Here is a recent install of a Burnham Alpine boiler with two 119 gallon indirects I installed in a new 10,000 sq foot house I’m doing


----------



## ShtRnsdownhill (Jan 13, 2016)

im surprised the equipment is aloud to be installed before sheet rock to make the boiler room fire proof..??


----------



## breplum (Mar 21, 2009)

Beautiful work!


----------



## dhal22 (Jul 30, 2010)

ShtRnsdownhill said:


> im surprised the equipment is aloud to be installed before sheet rock to make the boiler room fire proof..??


Two layers on the outside?


----------



## ShtRnsdownhill (Jan 13, 2016)

dhal22 said:


> Two layers on the outside?



thats not fire code, the object of the sheet rock is to prevent the studs from burning and going up to the first floor and above...


----------



## Plumberslife (Jan 14, 2019)

The builder said to put the boiler in so I did wether or not the building inspector will pass it is on him


----------



## dhal22 (Jul 30, 2010)

ShtRnsdownhill said:


> thats not fire code, the object of the sheet rock is to prevent the studs from burning and going up to the first floor and above...

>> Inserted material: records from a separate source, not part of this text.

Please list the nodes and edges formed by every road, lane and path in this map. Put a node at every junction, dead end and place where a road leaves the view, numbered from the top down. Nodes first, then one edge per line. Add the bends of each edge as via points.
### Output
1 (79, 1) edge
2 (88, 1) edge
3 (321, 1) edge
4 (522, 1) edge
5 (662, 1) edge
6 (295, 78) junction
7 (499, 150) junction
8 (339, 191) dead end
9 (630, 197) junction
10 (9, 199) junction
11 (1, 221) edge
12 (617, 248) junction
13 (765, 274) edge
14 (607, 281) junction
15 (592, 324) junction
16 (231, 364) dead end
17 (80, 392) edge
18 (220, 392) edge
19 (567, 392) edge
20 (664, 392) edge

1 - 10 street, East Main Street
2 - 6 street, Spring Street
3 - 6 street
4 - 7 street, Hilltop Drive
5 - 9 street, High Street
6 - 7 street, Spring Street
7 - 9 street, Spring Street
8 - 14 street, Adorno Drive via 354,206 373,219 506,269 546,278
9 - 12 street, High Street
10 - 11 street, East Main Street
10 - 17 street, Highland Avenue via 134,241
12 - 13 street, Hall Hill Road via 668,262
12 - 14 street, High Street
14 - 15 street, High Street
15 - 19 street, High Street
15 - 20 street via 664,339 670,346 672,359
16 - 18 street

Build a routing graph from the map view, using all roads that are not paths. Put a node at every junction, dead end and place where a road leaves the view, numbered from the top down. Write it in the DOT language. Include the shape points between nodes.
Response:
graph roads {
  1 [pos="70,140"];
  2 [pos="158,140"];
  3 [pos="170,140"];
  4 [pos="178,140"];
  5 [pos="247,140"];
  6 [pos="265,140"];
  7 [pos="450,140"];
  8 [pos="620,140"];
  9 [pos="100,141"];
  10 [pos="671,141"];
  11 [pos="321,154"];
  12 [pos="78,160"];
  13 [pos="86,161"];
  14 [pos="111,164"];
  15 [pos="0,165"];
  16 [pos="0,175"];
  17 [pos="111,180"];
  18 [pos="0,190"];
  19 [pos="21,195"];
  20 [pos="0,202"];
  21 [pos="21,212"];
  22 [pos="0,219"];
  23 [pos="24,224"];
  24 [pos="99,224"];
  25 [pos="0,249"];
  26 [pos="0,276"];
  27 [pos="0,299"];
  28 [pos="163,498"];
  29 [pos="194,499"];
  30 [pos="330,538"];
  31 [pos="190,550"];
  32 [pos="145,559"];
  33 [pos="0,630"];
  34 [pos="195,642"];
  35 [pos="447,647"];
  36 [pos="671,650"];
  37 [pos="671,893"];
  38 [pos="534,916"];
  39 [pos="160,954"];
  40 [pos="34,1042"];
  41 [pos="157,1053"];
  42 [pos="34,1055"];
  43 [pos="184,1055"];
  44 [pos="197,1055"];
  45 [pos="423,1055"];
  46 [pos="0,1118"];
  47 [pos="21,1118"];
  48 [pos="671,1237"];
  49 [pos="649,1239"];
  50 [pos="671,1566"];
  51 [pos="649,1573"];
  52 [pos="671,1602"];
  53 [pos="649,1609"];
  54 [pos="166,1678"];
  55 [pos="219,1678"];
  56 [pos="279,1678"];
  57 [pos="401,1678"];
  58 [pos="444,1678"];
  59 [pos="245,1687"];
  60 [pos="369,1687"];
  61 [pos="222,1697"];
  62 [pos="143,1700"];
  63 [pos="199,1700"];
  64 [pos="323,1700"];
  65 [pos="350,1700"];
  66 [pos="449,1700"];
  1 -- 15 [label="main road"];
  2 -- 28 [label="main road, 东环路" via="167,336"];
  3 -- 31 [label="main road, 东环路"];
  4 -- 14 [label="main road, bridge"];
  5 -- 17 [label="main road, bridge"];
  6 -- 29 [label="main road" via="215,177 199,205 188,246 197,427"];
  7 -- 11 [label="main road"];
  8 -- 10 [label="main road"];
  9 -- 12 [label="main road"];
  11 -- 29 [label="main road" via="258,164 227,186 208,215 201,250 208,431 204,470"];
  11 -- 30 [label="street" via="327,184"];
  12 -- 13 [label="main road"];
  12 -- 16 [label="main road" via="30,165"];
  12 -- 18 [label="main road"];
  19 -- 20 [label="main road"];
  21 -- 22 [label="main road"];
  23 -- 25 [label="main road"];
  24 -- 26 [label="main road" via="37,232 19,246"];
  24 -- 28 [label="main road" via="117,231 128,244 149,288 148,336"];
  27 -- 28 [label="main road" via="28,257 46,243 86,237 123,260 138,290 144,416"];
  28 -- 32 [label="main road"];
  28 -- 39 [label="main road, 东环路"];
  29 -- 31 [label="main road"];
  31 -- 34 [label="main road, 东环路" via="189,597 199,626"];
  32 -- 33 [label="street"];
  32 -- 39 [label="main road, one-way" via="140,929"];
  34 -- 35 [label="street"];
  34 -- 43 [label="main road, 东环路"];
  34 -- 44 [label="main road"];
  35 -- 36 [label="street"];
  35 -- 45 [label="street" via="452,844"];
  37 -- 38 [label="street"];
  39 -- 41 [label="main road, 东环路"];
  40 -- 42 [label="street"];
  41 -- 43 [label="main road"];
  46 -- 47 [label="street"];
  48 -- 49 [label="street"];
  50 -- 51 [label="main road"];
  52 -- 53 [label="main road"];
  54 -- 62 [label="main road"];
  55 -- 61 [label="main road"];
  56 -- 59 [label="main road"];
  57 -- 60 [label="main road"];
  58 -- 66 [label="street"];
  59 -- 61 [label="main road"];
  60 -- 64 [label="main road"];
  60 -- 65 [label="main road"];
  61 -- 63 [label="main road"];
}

Well my way would prevent fire from getting in. :smile:


----------



## ShtRnsdownhill (Jan 13, 2016)

dhal22 said:


> Well my way would prevent fire from getting in. :smile:


the last few inspections the inspectors were anal about sealing up all the holes and spaces between floors with that orange fire proof caulking, theres even companies you can hire if your doing a big enough renovation that will come in and seal everything..


----------